Comment se protéger émotionnellement pendant une médiation familiale ?
Découvre des stratégies concrètes pour te protéger émotionnellement pendant une médiation familiale : garde ton calme, poser tes limites et reste aligné malgré les tensions
Tu vas entrer en médiation.
Avec ta famille.
Et rien que l’idée, déjà, te secoue.
Parce que tu sais :
→ Ce ne sera pas neutre.
→ Tu risques de replonger dans des blessures anciennes.
→ Tu as peur d’être submergé.e, pris.e au piège, ou manipulé.e.
Tu veux parler, oui.
Tu veux avancer.
Mais pas te faire écraser.
Pas revivre ce qui t’a abîmé.e.
Alors tu te demandes :
→ “Comment je peux me protéger sans fuir ?”
→ “Est-ce que je peux poser mes limites sans que ça casse tout ?”
→ “Est-ce que c’est possible de traverser ça sans repartir vidé.e ?”
Bonne nouvelle : oui.
Tu peux te protéger émotionnellement, tout en participant pleinement.
Prépare ton ancrage, pas tes arguments
Tu n’as pas besoin d’avoir un discours parfait.

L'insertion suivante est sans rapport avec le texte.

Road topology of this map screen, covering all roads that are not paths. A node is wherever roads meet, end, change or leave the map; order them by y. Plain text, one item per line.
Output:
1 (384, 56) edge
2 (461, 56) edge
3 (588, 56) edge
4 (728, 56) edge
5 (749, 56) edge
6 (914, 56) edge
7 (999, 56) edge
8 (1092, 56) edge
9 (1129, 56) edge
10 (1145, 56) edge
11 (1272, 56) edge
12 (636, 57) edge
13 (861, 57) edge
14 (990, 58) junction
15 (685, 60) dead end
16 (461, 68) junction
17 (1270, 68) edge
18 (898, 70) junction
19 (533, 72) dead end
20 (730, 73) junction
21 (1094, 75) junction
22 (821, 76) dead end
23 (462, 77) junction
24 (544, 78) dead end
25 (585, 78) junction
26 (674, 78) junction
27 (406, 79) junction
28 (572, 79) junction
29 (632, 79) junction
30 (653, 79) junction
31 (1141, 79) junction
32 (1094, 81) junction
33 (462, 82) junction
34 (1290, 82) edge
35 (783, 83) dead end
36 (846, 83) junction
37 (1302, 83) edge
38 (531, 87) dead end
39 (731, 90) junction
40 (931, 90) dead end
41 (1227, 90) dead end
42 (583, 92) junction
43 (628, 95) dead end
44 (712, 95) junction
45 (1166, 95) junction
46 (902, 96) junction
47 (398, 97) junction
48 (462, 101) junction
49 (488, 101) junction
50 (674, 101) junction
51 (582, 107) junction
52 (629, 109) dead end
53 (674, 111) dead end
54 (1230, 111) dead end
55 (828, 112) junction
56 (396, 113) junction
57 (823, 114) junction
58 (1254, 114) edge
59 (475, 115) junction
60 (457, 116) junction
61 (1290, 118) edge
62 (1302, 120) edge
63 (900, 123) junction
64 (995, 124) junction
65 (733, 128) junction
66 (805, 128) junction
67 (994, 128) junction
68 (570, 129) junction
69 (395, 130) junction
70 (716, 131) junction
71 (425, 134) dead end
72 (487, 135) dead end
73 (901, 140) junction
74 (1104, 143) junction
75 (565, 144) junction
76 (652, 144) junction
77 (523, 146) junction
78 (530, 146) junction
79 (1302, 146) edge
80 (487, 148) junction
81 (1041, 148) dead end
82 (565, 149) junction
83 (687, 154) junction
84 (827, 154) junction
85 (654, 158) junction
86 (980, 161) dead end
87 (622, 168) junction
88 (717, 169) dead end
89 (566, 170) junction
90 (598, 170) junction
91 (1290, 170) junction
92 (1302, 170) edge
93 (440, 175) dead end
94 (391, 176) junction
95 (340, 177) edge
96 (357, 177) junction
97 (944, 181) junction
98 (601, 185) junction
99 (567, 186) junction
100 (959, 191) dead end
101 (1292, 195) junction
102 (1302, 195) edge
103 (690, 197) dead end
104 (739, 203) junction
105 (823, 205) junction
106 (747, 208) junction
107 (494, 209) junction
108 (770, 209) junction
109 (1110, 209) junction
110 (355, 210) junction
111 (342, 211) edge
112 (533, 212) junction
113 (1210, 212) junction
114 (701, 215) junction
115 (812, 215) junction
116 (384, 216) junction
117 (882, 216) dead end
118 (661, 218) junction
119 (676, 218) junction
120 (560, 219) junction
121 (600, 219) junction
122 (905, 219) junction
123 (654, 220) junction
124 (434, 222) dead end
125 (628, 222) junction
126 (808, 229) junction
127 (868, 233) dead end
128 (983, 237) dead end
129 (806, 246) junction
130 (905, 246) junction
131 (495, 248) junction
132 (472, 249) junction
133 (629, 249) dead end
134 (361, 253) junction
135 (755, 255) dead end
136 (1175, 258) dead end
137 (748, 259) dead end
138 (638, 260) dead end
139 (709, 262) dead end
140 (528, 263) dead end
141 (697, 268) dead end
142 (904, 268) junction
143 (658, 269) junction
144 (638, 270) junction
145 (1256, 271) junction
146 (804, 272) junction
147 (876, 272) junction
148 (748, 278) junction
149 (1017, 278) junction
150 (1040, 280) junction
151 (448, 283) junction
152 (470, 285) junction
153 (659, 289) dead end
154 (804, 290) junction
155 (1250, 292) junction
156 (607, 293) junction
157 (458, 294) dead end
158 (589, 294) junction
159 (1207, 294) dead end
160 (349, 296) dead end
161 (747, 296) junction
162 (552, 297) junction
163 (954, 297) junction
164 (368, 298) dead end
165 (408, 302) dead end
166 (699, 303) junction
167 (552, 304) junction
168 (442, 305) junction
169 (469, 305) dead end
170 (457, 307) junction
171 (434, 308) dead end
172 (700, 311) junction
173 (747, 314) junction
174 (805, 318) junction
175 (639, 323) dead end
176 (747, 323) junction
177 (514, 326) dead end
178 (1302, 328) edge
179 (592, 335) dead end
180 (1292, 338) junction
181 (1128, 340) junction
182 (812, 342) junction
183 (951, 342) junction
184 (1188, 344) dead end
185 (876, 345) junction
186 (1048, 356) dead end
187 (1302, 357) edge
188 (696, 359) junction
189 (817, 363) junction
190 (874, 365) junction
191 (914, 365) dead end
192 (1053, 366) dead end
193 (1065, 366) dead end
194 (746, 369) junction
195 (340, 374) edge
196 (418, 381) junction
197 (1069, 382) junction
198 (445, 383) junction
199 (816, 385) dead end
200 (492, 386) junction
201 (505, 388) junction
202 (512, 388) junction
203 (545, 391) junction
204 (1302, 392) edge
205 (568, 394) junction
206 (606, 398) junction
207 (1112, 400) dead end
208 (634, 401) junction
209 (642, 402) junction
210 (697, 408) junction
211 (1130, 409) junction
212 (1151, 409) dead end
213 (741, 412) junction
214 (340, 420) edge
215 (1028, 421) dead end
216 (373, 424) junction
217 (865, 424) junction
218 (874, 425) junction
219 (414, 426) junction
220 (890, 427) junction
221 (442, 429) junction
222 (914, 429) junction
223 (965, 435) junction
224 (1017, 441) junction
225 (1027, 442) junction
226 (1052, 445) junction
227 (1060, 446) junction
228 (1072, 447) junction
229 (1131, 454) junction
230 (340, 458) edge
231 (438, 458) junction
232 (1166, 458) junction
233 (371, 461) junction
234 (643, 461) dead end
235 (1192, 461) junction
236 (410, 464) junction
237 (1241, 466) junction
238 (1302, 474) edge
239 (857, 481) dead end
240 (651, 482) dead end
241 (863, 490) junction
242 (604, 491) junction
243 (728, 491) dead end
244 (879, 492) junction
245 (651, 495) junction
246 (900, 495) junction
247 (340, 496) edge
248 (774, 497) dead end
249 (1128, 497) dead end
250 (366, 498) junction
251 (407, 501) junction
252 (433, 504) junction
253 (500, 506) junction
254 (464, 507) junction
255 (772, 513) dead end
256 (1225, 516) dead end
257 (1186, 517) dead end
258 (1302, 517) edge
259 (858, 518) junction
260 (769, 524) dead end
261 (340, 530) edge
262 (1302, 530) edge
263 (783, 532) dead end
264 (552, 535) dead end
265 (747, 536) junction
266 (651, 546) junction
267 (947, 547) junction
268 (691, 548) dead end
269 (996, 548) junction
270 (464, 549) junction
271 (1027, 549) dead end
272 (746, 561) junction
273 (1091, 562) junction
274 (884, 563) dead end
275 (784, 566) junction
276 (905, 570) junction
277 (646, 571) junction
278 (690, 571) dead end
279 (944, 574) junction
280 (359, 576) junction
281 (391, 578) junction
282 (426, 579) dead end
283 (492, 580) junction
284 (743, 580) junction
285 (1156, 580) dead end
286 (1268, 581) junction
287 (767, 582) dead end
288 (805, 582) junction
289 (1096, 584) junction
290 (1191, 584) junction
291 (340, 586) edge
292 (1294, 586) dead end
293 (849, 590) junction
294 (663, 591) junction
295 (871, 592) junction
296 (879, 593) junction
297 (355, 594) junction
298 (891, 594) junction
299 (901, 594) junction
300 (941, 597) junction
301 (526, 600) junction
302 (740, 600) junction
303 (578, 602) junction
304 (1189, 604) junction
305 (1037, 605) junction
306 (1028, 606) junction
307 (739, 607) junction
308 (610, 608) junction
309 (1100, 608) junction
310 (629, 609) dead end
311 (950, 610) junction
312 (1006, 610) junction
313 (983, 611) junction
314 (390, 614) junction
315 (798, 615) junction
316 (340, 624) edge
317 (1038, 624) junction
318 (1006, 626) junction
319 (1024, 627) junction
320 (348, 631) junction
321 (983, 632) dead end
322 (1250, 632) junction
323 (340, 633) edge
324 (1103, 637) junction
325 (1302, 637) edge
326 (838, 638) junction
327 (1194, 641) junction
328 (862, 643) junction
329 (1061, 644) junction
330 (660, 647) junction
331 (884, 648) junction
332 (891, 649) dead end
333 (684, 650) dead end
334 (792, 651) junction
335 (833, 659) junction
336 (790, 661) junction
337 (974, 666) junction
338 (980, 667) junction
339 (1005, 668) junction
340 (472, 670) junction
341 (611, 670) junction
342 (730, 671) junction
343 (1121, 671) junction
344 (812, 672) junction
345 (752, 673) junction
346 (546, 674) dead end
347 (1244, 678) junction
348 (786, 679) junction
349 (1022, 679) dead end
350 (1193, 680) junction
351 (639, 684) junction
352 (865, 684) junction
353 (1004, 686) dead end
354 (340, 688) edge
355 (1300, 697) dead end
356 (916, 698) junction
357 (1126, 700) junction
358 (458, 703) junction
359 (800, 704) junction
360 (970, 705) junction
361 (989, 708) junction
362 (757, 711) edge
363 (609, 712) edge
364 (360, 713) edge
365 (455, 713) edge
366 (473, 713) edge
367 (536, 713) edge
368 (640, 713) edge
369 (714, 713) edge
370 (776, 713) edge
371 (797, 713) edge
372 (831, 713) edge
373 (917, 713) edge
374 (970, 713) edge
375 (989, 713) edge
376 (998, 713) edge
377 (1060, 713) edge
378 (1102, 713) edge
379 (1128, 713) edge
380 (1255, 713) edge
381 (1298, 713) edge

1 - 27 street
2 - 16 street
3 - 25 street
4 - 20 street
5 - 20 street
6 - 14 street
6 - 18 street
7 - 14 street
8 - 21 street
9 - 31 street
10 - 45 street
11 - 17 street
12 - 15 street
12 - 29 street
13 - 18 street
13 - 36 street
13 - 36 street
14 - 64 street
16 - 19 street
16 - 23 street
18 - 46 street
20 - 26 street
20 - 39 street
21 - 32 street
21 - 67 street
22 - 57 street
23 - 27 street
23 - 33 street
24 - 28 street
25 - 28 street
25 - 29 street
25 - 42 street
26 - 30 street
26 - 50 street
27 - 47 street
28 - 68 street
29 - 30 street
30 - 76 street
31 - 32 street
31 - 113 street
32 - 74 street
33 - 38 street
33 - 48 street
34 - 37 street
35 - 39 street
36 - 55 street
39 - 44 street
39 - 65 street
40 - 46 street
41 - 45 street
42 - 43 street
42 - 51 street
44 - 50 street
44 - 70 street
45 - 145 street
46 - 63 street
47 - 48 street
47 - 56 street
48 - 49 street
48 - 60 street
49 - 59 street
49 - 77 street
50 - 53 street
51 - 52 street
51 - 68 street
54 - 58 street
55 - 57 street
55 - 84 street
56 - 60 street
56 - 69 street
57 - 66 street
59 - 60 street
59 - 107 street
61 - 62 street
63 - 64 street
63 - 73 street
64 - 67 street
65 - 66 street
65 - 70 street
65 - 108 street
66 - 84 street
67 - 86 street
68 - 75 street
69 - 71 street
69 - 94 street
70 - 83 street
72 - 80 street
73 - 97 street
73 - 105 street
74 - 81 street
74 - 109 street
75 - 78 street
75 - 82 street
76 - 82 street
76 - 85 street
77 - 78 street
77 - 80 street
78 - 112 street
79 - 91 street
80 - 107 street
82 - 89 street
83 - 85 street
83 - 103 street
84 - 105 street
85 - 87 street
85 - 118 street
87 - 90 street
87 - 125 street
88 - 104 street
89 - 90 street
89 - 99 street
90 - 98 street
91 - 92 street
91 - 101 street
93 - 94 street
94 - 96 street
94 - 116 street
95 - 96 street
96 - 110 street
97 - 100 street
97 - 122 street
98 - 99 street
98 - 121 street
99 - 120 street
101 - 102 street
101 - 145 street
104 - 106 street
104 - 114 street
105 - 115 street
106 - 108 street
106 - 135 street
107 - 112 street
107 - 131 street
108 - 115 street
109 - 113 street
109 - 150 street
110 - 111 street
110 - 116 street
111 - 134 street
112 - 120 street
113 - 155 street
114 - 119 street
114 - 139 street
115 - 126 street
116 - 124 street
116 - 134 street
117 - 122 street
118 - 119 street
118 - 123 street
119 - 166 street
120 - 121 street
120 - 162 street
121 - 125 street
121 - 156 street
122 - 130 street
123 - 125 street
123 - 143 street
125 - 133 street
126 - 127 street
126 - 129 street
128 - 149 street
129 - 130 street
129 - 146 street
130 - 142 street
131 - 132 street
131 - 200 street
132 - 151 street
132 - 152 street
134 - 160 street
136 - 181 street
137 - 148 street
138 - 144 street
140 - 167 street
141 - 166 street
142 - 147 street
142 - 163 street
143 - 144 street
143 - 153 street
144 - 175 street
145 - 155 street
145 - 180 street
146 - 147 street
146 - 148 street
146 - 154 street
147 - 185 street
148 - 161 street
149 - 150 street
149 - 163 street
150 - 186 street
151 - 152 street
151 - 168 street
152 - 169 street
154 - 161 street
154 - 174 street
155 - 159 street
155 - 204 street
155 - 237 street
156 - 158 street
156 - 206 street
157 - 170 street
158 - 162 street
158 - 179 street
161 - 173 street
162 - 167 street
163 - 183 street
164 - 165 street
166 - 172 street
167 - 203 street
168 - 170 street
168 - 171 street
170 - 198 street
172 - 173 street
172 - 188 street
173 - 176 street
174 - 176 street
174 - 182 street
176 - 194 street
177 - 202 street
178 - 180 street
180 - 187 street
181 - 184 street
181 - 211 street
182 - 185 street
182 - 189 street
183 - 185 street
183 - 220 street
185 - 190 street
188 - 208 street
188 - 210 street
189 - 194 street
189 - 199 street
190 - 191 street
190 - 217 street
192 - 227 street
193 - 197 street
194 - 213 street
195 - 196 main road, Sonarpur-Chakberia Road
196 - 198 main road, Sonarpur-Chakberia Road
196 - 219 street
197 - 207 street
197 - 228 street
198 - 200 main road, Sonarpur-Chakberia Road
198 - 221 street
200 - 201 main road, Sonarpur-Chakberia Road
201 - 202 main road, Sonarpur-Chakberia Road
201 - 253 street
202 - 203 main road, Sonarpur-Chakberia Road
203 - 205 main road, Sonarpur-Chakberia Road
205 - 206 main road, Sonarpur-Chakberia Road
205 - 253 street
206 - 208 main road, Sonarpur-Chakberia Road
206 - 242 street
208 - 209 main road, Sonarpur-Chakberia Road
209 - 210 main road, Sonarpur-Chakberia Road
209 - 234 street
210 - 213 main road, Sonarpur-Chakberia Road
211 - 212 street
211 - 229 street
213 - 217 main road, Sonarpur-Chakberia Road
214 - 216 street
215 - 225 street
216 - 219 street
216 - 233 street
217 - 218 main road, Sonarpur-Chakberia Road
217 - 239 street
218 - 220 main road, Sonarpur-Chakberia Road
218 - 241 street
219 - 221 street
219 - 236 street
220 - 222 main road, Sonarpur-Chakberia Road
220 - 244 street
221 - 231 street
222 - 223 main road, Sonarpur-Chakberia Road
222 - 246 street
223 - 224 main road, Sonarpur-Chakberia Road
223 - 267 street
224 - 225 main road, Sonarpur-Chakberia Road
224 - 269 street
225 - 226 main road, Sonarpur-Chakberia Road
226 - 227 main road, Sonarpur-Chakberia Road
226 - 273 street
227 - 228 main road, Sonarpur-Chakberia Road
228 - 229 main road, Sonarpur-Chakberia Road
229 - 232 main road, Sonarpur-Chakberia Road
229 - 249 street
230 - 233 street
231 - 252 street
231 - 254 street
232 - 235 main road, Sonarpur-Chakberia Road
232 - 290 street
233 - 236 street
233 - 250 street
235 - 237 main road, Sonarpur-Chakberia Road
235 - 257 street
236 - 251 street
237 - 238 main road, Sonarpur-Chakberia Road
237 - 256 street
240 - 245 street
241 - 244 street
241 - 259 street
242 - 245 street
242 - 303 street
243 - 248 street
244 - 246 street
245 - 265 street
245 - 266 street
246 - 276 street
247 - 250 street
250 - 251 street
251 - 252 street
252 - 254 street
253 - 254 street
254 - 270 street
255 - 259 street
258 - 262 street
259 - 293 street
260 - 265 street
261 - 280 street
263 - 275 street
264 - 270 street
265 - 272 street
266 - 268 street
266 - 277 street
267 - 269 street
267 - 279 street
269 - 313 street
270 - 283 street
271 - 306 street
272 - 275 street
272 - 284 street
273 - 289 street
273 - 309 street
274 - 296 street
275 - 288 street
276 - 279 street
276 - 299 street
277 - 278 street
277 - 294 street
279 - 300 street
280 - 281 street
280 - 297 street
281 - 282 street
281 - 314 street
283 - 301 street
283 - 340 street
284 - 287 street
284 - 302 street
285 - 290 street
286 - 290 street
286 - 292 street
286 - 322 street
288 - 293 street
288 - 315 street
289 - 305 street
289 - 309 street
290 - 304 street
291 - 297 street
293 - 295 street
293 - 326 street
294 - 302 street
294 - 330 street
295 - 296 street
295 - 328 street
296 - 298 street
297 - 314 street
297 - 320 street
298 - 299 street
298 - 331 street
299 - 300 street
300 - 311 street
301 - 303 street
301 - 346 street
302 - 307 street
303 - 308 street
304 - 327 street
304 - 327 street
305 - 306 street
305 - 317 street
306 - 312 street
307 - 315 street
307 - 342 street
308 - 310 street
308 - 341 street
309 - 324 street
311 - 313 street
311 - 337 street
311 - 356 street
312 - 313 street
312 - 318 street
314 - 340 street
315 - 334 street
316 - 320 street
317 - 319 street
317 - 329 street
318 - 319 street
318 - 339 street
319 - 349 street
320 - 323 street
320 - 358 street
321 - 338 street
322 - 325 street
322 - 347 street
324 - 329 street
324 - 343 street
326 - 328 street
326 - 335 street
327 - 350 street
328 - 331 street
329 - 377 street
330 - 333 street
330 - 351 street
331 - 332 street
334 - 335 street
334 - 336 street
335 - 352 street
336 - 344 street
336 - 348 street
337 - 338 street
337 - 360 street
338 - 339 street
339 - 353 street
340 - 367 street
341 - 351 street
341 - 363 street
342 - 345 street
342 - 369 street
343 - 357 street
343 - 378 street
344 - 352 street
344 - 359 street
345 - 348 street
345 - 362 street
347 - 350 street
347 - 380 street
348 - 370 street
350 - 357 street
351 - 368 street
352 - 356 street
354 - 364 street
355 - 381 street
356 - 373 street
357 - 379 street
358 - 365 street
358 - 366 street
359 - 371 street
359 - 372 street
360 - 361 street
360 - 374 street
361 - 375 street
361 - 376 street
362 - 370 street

Tu as besoin d’être présent.e à toi.
Avant la médiation :
→ Respire profondément.
→ Pose une main sur ton ventre.
→ Reconnecte-toi à ce que tu ressens, là, maintenant.
→ Dis-toi : “Je peux dire ce que j’ai à dire, sans me justifier.”
La tension baisse quand tu es bien là.
Pas quand tu es prêt.e à te défendre.
Pose ton cadre intérieur avant d’entrer dans la pièce (ou la visio)
Demande-toi :
→ “Qu’est-ce que je ne veux plus vivre dans cette relation ?”
→ “Qu’est-ce que je suis prêt.e à entendre, et qu’est-ce qui dépasse mes limites ?”
→ “Qu’est-ce que je suis venu.e chercher ici ?”
Ta clarté, c’est ta protection.
Tu peux dire oui ou non, t’exprimer ou te taire, et garder ton axe.
N’hésite pas à verbaliser tes besoins pendant la séance
Tu as le droit de dire :
→ “Je me sens débordé.e, j’ai besoin d’une pause.”
→ “J’ai besoin que l’on parle d’un sujet à la fois.”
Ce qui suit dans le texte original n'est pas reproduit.